The oinochoe is one of the few nearly complete vessels of Corinthian manufacture found at Sardis. The fragments were scattered, as though broken and trampled underfoot during the siege.
I reconstructed the oinochoe in 1973 with the able assistance of conservator A. P. Lins. The body and foot fragments joined perfectly with the neck and handle. The body (found in 1962) and the foot (found a short distance from the neck and handle in 1965) were previously thought to belong to separate vases.

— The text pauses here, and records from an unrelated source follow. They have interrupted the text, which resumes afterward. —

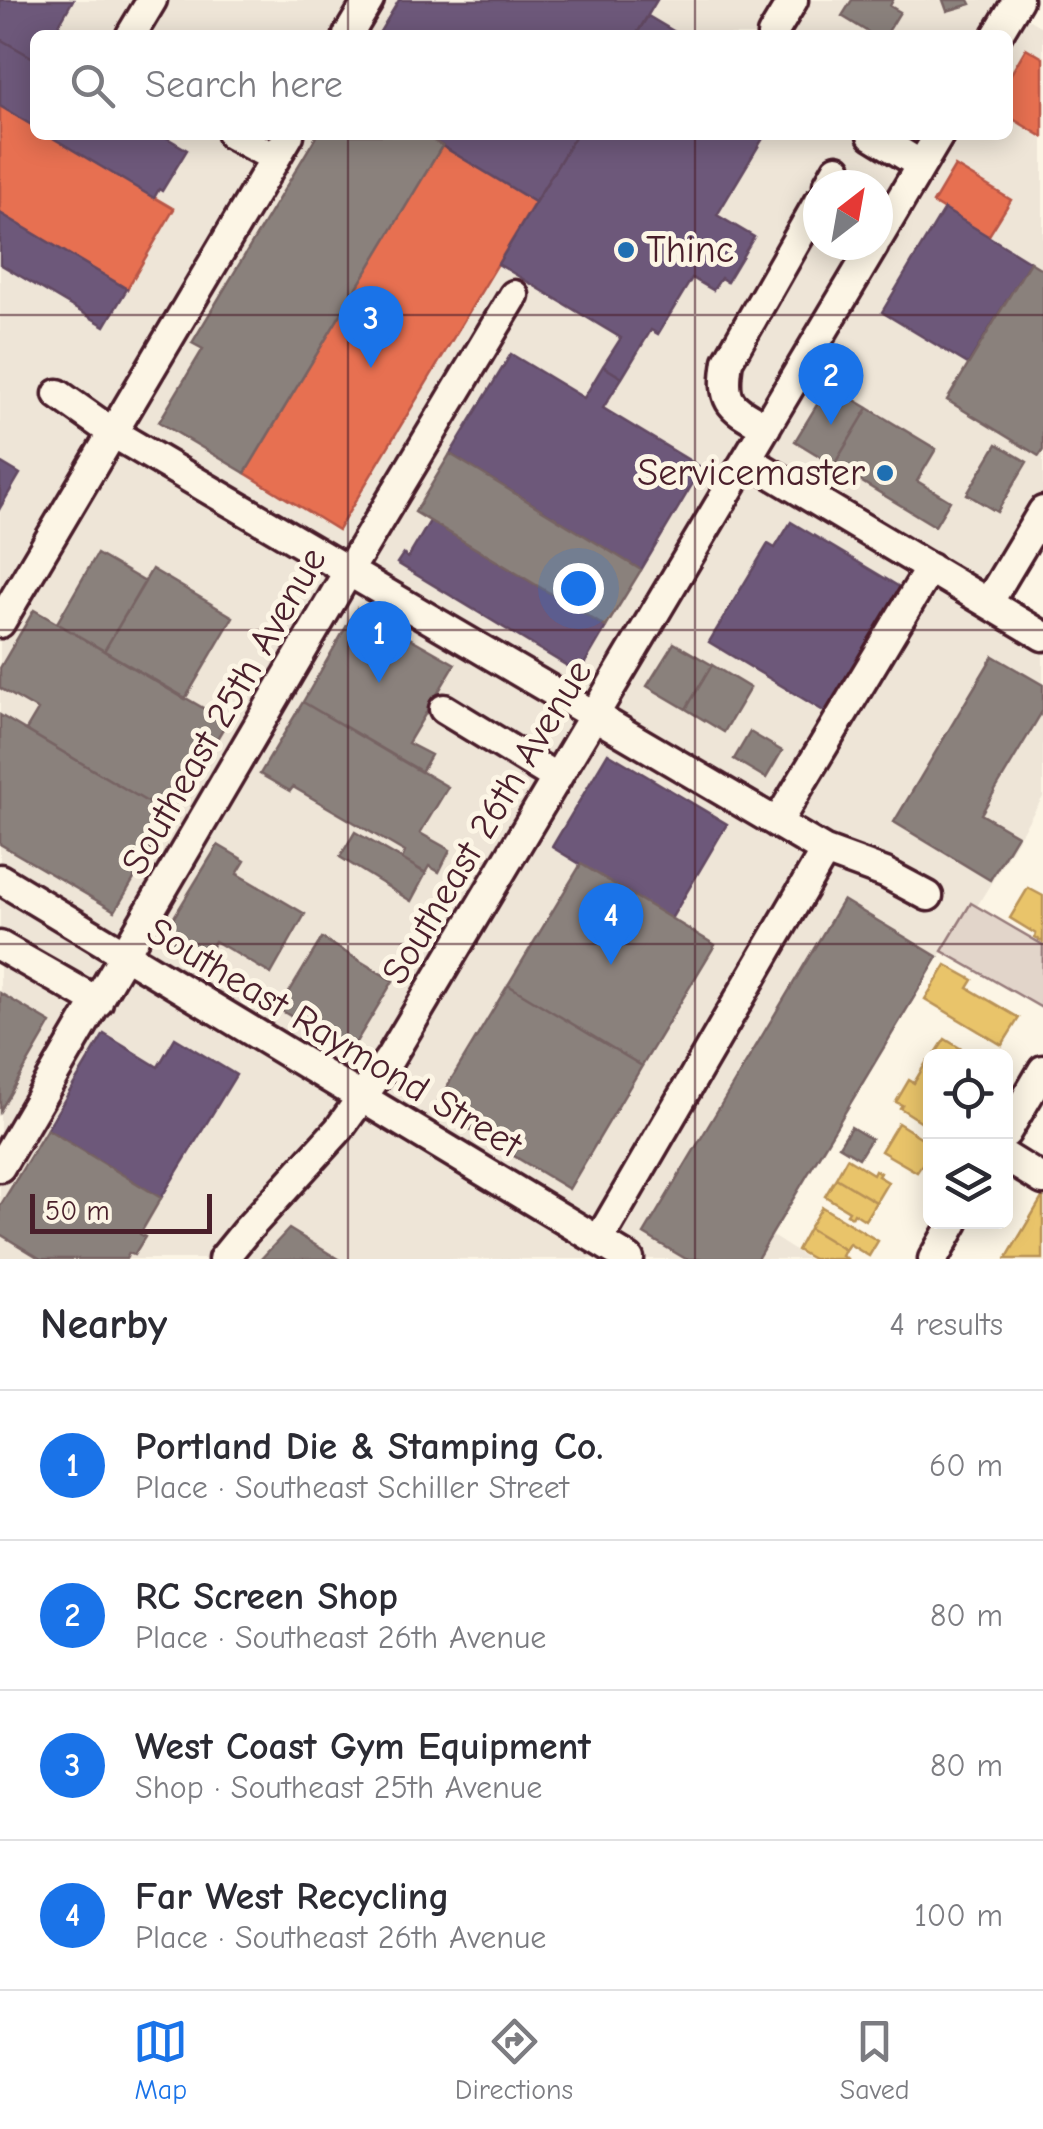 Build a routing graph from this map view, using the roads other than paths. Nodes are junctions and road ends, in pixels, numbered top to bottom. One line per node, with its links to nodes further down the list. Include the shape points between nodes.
1 (152, 0): 5 (street)
2 (368, 0): 6 (street)
3 (792, 0): 7 (street)
4 (1018, 0): 8 (street)
5 (134, 30)
6 (351, 30)
7 (775, 30)
8 (1000, 30)
9 (255, 140): 12 (street)
10 (880, 140): 13 (street)
11 (936, 140): 13 (street)
12 (282, 146): 20 (street)
13 (921, 165): 14 (street)
14 (893, 213)
15 (803, 229): 19 (street, via 728,361 724,386 733,408)
16 (865, 260): 19 (street, Southeast 26th Avenue)
17 (514, 294): 24 (street, Southeast 25th Avenue)
18 (58, 394): 20 (street)
19 (766, 428): 21 (street, Southeast 26th Avenue)
20 (112, 433): 24 (street); 26 (street)
21 (747, 458): 23 (street); 29 (street, Southeast 26th Avenue)
22 (1043, 511): 25 (street)
23 (930, 568): 25 (street); 31 (street)
24 (348, 572): 29 (street); 36 (street, Southeast 25th Avenue)
25 (988, 603): 27 (street)
26 (0, 623)
27 (1043, 636)
28 (444, 709): 30 (street)
29 (594, 716): 30 (street, Southeast 26th Avenue); 31 (street)
30 (557, 778): 39 (street, Southeast 26th Avenue)
31 (776, 822): 32 (street)
32 (825, 851): 34 (street); 45 (street)
33 (0, 879): 36 (street, Southeast Raymond Street)
34 (928, 896)
35 (0, 946): 37 (street)
36 (125, 956): 37 (street, Southeast 25th Avenue); 39 (street, Southeast Raymond Street)
37 (98, 1002): 42 (street, Southeast 25th Avenue)
38 (1043, 1070): 40 (street)
39 (362, 1099): 45 (street, Southeast Raymond Street); 46 (street, Southeast 26th Avenue)
40 (1013, 1121)
41 (1013, 1161): 43 (street)
42 (0, 1166)
43 (1043, 1180)
44 (950, 1229): 48 (street)
45 (598, 1240): 47 (street, Southeast Raymond Street)
46 (223, 1259)
47 (629, 1259)
48 (933, 1259)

J. N. Coldstream (private correspondence, 16 February 1990) dates the oinochoe to "the early years of Late Geometric," in part on "the grouping of the sigmas with empty spaces in between."
- Dimensions
- H. 0.0194; diam. of neck, 0.035, of shoulder, 0.085, of belly, 0.125, of foot 0.080; Th. of neck, 0.007, of belly, 0.005.
- Comments
- Cf. a similar piece from Aetos, Benton, “Aetos” pl. 58, no. 972, pointed out to me by K. DeVries. The decoration is comparable to Corinth VII:1, pl. 15, no. 104 (dated LG). The type developed from MG-II examples. See Coldstream, GGP pl. 18:a (T2455, Corinth Mus.).
- See Also
- See also: R8, No. HoB 355.
- Bibliography
- Published: Hanfmann, SPRT 29, fig. 38; BASOR 182 (1966) 10.